Prognostic value of baseline imaging and clinical features in patients with advanced hepatocellular carcinoma
Osman Öcal 1 , Michael Ingrisch 1 , Muzaffer Reha Ümütlü 1 , Bora Peynircioglu 2 , Christian Loewe 3 , Otto van Delden 4 , Vincent Vandecaveye 5 , Bernhard Gebauer 6 , Christoph J Zech 7 , Christian Sengel 8 , Irene Bargellini 9 , Roberto Iezzi 10 , Alberto Benito 11 , Maciej Pech 12 , Peter Malfertheiner 13 , Jens Ricke 1 , Max Seidensticker 14
Aims: To investigate the prognostic value of baseline imaging features for overall survival (OS) and liver decompensation (LD) in patients with hepatocellular carcinoma (HCC).
Design: Patients with advanced HCC from the SORAMIC trial were evaluated in this post hoc analysis.

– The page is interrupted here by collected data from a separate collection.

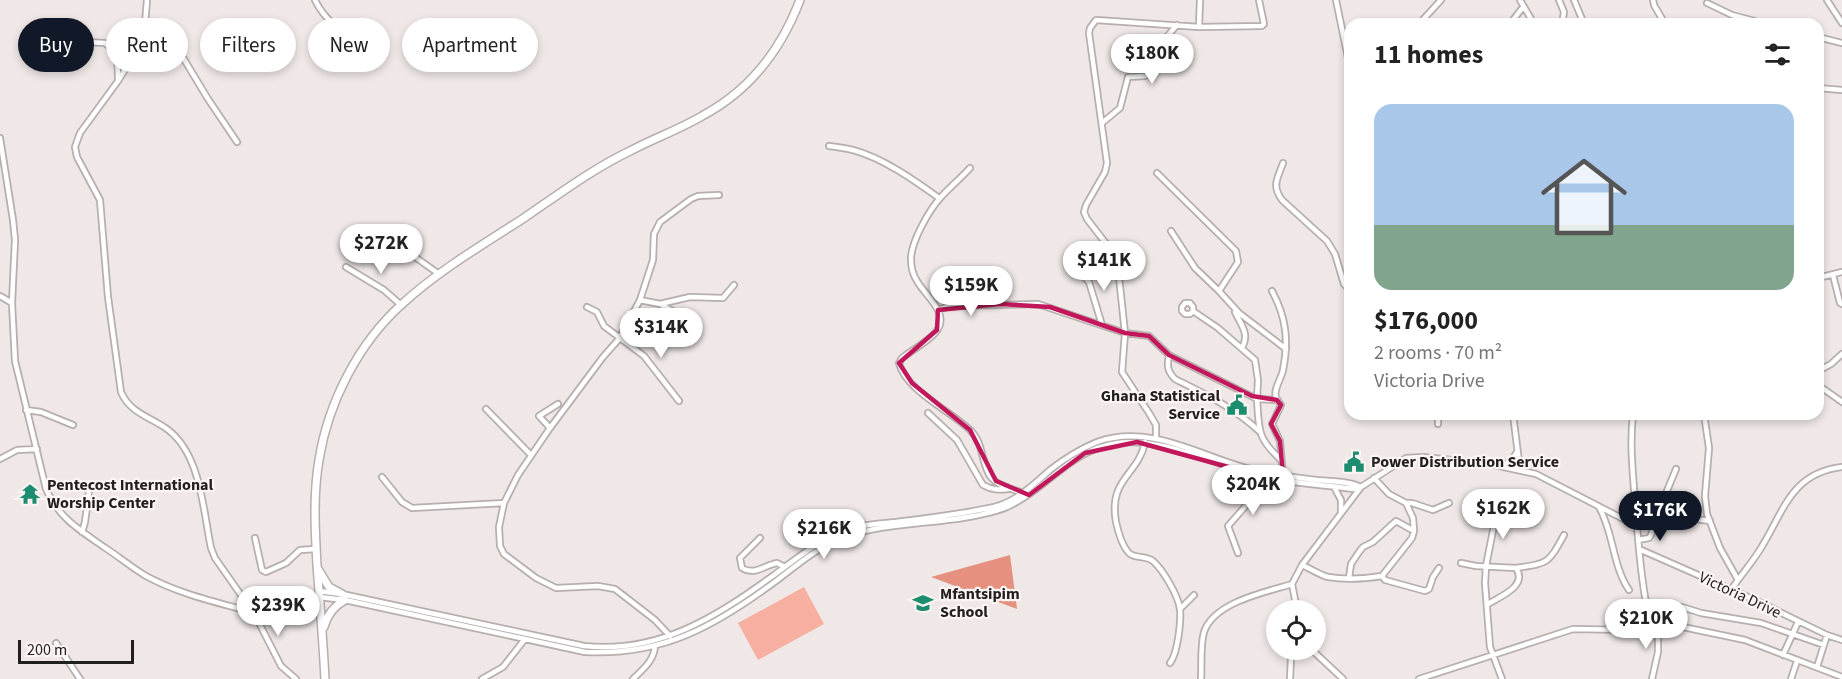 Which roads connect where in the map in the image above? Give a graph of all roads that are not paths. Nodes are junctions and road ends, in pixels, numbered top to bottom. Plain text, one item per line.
1 (147, 0) edge
2 (315, 0) edge
3 (800, 0) edge
4 (1200, 0) edge
5 (1259, 0) edge
6 (1336, 0) edge
7 (1441, 0) edge
8 (1520, 0) edge
9 (1559, 0) edge
10 (1574, 0) edge
11 (1653, 0) edge
12 (1827, 0) edge
13 (1707, 3) dead end
14 (1523, 7) junction
15 (1842, 9) edge
16 (1838, 15) junction
17 (146, 18) edge
18 (326, 18) edge
19 (1424, 18) edge
20 (1515, 18) edge
21 (1530, 18) edge
22 (1563, 18) edge
23 (1581, 18) edge
24 (1661, 18) edge
25 (1743, 18) edge
26 (1842, 23) edge
27 (1177, 25) junction
28 (1199, 27) junction
29 (1824, 38) edge
30 (1344, 39) edge
31 (94, 42) edge
32 (1842, 43) edge
33 (188, 66) edge
34 (124, 72) edge
35 (118, 81) junction
36 (1824, 88) edge
37 (1842, 90) edge
38 (1102, 123) junction
39 (0, 138) edge
40 (237, 142) dead end
41 (829, 146) dead end
42 (1283, 163) dead end
43 (970, 168) dead end
44 (1157, 173) dead end
45 (719, 195) dead end
46 (939, 198) junction
47 (1172, 231) dead end
48 (394, 242) dead end
49 (346, 267) dead end
50 (1080, 272) dead end
51 (1842, 272) edge
52 (439, 274) junction
53 (1833, 275) junction
54 (1824, 278) edge
55 (1344, 284) edge
56 (734, 285) dead end
57 (1219, 291) junction
58 (1272, 291) dead end
59 (0, 296) edge
60 (640, 300) junction
61 (12, 303) junction
62 (660, 304) junction
63 (1842, 304) edge
64 (401, 305) junction
65 (587, 307) dead end
66 (1234, 309) junction
67 (938, 310) junction
68 (1193, 311) dead end
69 (678, 314) dead end
70 (1102, 326) junction
71 (1125, 333) junction
72 (619, 339) junction
73 (1242, 348) junction
74 (1286, 349) junction
75 (1842, 354) edge
76 (1169, 355) junction
77 (1824, 368) edge
78 (1824, 389) edge
79 (1257, 399) junction
80 (1277, 400) junction
81 (679, 402) dead end
82 (1842, 402) edge
83 (558, 404) dead end
84 (486, 409) dead end
85 (26, 410) junction
86 (928, 414) dead end
87 (1438, 420) edge
88 (1513, 420) edge
89 (1633, 420) edge
90 (1705, 420) edge
91 (1438, 424) dead end
92 (73, 425) dead end
93 (550, 428) junction
94 (1260, 432) junction
95 (1156, 439) junction
96 (1145, 442) junction
97 (36, 449) junction
98 (1516, 452) junction
99 (531, 455) junction
100 (0, 459) edge
101 (1281, 460) junction
102 (1502, 466) junction
103 (1842, 467) edge
104 (1676, 469) dead end
105 (1520, 470) junction
106 (1265, 475) junction
107 (382, 477) dead end
108 (1283, 478) junction
109 (1374, 478) junction
110 (1334, 487) junction
111 (1361, 487) junction
112 (1010, 489) junction
113 (89, 491) dead end
114 (1026, 494) junction
115 (504, 502) junction
116 (1406, 503) junction
117 (1449, 503) dead end
118 (1597, 505) junction
119 (1497, 510) dead end
120 (1659, 513) junction
121 (1340, 515) junction
122 (1710, 521) junction
123 (1637, 526) junction
124 (1414, 531) junction
125 (82, 532) junction
126 (1564, 535) dead end
127 (255, 538) dead end
128 (760, 538) dead end
129 (1638, 540) junction
130 (316, 549) junction
131 (1639, 549) junction
132 (1238, 553) dead end
133 (1652, 555) junction
134 (1461, 562) dead end
135 (1302, 565) junction
136 (1486, 566) junction
137 (1642, 566) junction
138 (317, 567) junction
139 (785, 567) junction
140 (1439, 567) dead end
141 (1516, 568) junction
142 (1382, 576) junction
143 (1349, 578) junction
144 (1738, 580) junction
145 (1292, 584) junction
146 (1629, 590) dead end
147 (1731, 590) junction
148 (318, 594) junction
149 (1194, 595) dead end
150 (344, 597) junction
151 (1296, 600) edge
152 (1488, 604) junction
153 (1682, 607) dead end
154 (1180, 609) junction
155 (252, 612) junction
156 (1648, 613) junction
157 (1659, 622) junction
158 (1798, 622) junction
159 (1647, 626) junction
160 (322, 632) junction
161 (689, 632) junction
162 (1793, 634) junction
163 (1827, 635) junction
164 (526, 636) junction
165 (670, 636) junction
166 (1842, 640) edge
167 (56, 644) dead end
168 (644, 645) junction
169 (1824, 645) junction
170 (655, 646) junction
171 (1492, 654) junction
172 (1783, 655) junction
173 (651, 660) junction
174 (1291, 660) edge
175 (1323, 660) edge
176 (1797, 661) junction
177 (1170, 663) dead end
178 (1817, 667) junction
179 (1842, 678) edge
180 (80, 679) edge
181 (296, 679) edge
182 (325, 679) edge
183 (482, 679) edge
184 (633, 679) edge
185 (1202, 679) edge
186 (1290, 679) edge
187 (1343, 679) edge
188 (1419, 679) edge
189 (1502, 679) edge
190 (1653, 679) edge
191 (1791, 679) edge

1 - 17 street
2 - 18 street
3 - 52 highway
4 - 28 street
5 - 28 street
6 - 30 street
7 - 19 street
8 - 14 street
9 - 22 street
10 - 23 street
11 - 24 street
12 - 16 street
13 - 25 street
14 - 20 street
14 - 21 street
15 - 16 street
16 - 26 street
27 - 28 street
27 - 38 street
27 - 38 street
29 - 32 street
31 - 35 street
33 - 40 street
34 - 35 street
35 - 155 street
36 - 37 street
38 - 71 street
39 - 61 street
41 - 46 street
42 - 55 street
43 - 46 street
44 - 57 street
45 - 60 street
46 - 67 street
47 - 57 street
48 - 52 street
49 - 64 street
50 - 70 street
51 - 53 street
52 - 64 highway
53 - 54 street
53 - 63 street
56 - 62 street
57 - 66 street
58 - 74 street
59 - 61 street
60 - 62 street
60 - 72 street
61 - 85 street
62 - 69 street
64 - 130 highway
65 - 72 street
66 - 73 street
66 - 74 street
67 - 70 street
67 - 112 street
68 - 73 street
70 - 71 street
71 - 76 street
71 - 95 street
72 - 81 street
72 - 93 street
73 - 79 street
74 - 80 street
75 - 77 street
76 - 79 street
76 - 94 street
78 - 82 street
79 - 80 street
79 - 94 street
80 - 101 street
83 - 93 street
84 - 99 street
85 - 92 street
85 - 97 street
86 - 112 street
87 - 91 street
88 - 98 street
89 - 123 street
90 - 122 street
93 - 99 street
94 - 101 street
95 - 106 street
95 - 114 street
96 - 106 street
96 - 114 street
96 - 154 street
97 - 100 street
97 - 125 street
98 - 102 street
98 - 105 street
99 - 115 street
101 - 108 street
102 - 105 street
102 - 109 street
103 - 144 street
104 - 120 street
105 - 118 street
106 - 108 street
106 - 132 street
107 - 115 street
108 - 110 street
108 - 111 street
109 - 111 street
109 - 116 street
110 - 111 street
110 - 121 street
111 - 121 street
112 - 114 street
113 - 125 street
114 - 139 street
114 - 161 street
115 - 165 street
116 - 117 street
116 - 124 street
118 - 123 street
118 - 146 street
119 - 136 street
120 - 122 street
120 - 129 street
121 - 135 street
122 - 144 street
123 - 129 street
124 - 142 street
124 - 143 street
125 - 155 street
126 - 141 street
127 - 130 street
128 - 139 street
129 - 131 street
130 - 138 highway
131 - 133 street, Victoria Drive
131 - 137 street
133 - 137 street
133 - 147 street, Victoria Drive
134 - 136 street
135 - 143 street
135 - 145 street
136 - 141 street
136 - 152 street
137 - 156 street
138 - 148 highway
138 - 150 highway
139 - 161 street
140 - 142 street
141 - 152 street
142 - 143 street
144 - 147 street
145 - 151 street
145 - 185 street
147 - 158 street, Victoria Drive
148 - 150 street
148 - 160 highway
149 - 154 street
150 - 160 highway
150 - 164 street
152 - 171 street
153 - 162 street
154 - 177 street
155 - 181 street
156 - 157 street
156 - 159 street
157 - 159 street
157 - 172 street
157 - 190 street
158 - 162 street
158 - 163 street, Victoria Drive
159 - 171 street
160 - 182 highway
161 - 165 street
161 - 170 street
162 - 169 street
162 - 172 street
163 - 166 street, Victoria Drive
163 - 169 street
164 - 168 street
164 - 183 street
165 - 168 street
167 - 180 street
168 - 170 street
168 - 173 street
169 - 178 street
170 - 173 street
171 - 188 street
171 - 189 street
172 - 176 street
173 - 184 street
174 - 186 street
175 - 187 street
176 - 178 street
176 - 191 street
178 - 179 street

Several radiological imaging features were collected from baseline computed tomography (CT) and magnetic resonance imaging (MRI) imaging, besides clinical values.
The prognostic value of these features for OS and LD (grade 2 bilirubin increase) was quantified with univariate Cox proportional hazard models and multivariate Least Absolute Shrinkage and Selection Operator (LASSO) regression.
Results: Three hundred and seventy-six patients were included in this study. The treatment arm was not correlated with OS. LASSO showed satellite lesions, atypical HCC, peritumoral arterial enhancement, larger tumour size, higher albumin-bilirubin (ALBI) score, liver-spleen ratio <1.5, ascites, pleural effusion and higher bilirubin values were predictors of worse OS, and higher relative liver enhancement, smooth margin and capsule were associated with better OS.
LASSO analysis for LD showed satellite lesions, peritumoral hypointensity in hepatobiliary phase, high ALBI score, higher bilirubin values and ascites were predictors of LD, while randomisation to sorafenib arm was associated with lower LD.
Conclusions: Imaging features showing aggressive tumour biology and poor liver function, in addition to clinical parameters, can serve as imaging biomarkers for OS and LD in patients receiving sorafenib and selective internal radiation therapy for HCC.
CITATION Br J Cancer. 2022 Feb;126(2):211-218. doi: 10.1038/s41416-021-01577-6. Epub 2021 Oct 22.